# The radius of an electron orbit in helium

1. Jan 12, 2010

### Kennalj

can someone explain how bohr used the mass of the nucleus in helium to develop a ratio of 4.0016 of the original rydberg constant for hydrogen? I can't seem to find the proof anywhere, I read vaguely that he found this value by calculating the increased charge in the nucleus and using the mass of the nucleus in his calculation to say that the nucleaus and electron orbit eachother around a centre of mass, but whenever i try to do the calculations i keep getting a value of 4.002 instead of 4.0016

2. Jan 12, 2010

### ytuab

I'm a little in a hurry now, so I'm sorry if I misunderstand you.

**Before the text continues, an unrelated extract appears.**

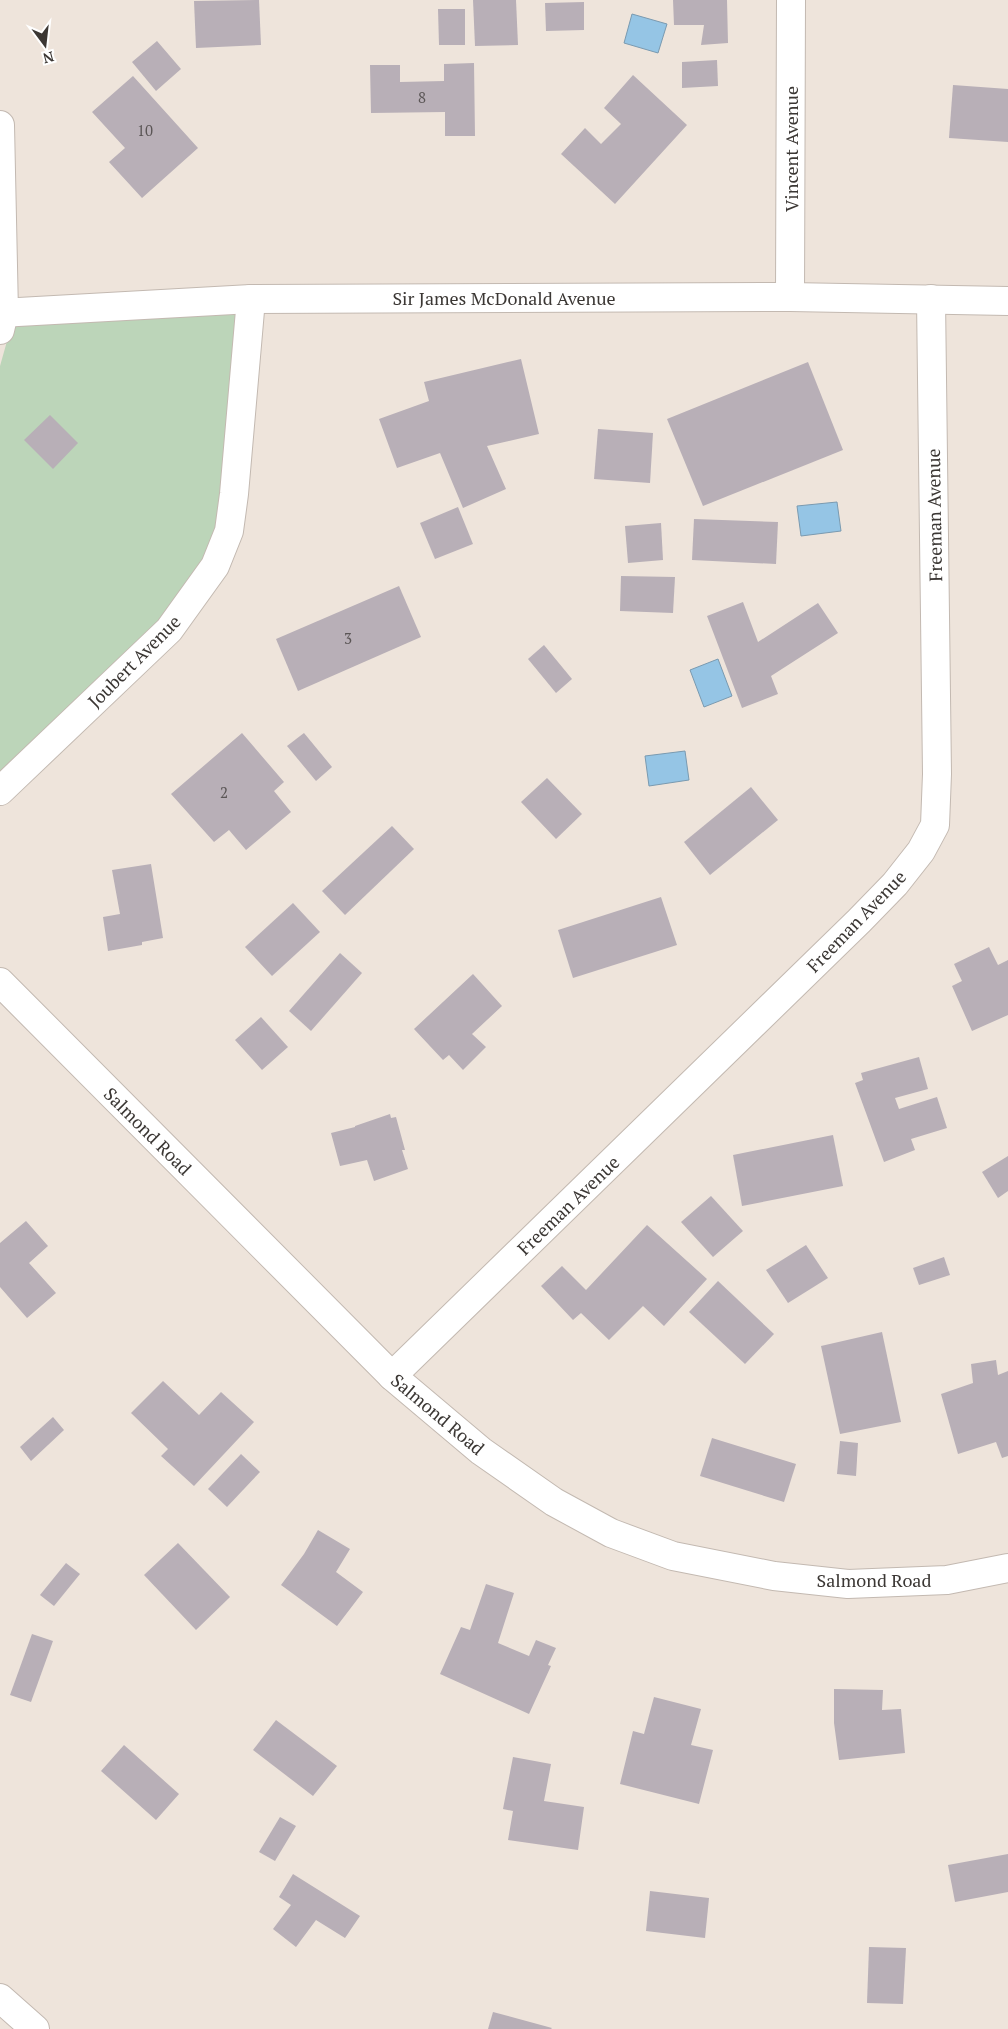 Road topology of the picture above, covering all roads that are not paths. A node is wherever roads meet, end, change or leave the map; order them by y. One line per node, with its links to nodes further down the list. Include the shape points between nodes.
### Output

You mean the helium ion (He+)?
In the helium ion, the relativistic effect is a little bigger than the hydrogen
(the relativistic energy change: He+ --- about 0.0026eV, H ---- 0.000....eV,
So the neutral He is between them.)

Did you consider this relativistic effect when calculating the energy?

3. Jan 12, 2010

### Kennalj

yea sorry I meant the helium ion. How would you go about applying relativity? Velocity is an unknown at this point isnt it?

4. Jan 13, 2010

### ytuab

In the Bohr-Sommerfeld model, the electron has the velocity like the classical particle.
But they are not the same things, because the electrons of Bohr model are influenced by the de Broglie's waves.

In the Bohr model, the relativistic energy of the hydrogen-like atom is,

$$W = m_{0}c^2(1/\sqrt{1-\frac{v^2}{c^2}} -1 ) - k\frac{Ze^2}{r}$$

The concrete calculation method is here (Wikipedia).

The result is,

$$W = m_{0}c^2(1 + \frac{\alpha^2 Z^2}{(n_{r}+\sqrt{n_{\phi}^2 - \alpha^2 Z^2})^2})^{-1/2} -m_{0}c^2$$

Accidentally this solution is completely the same as the solution of the Dirac equation of the hydrogen-like atoms.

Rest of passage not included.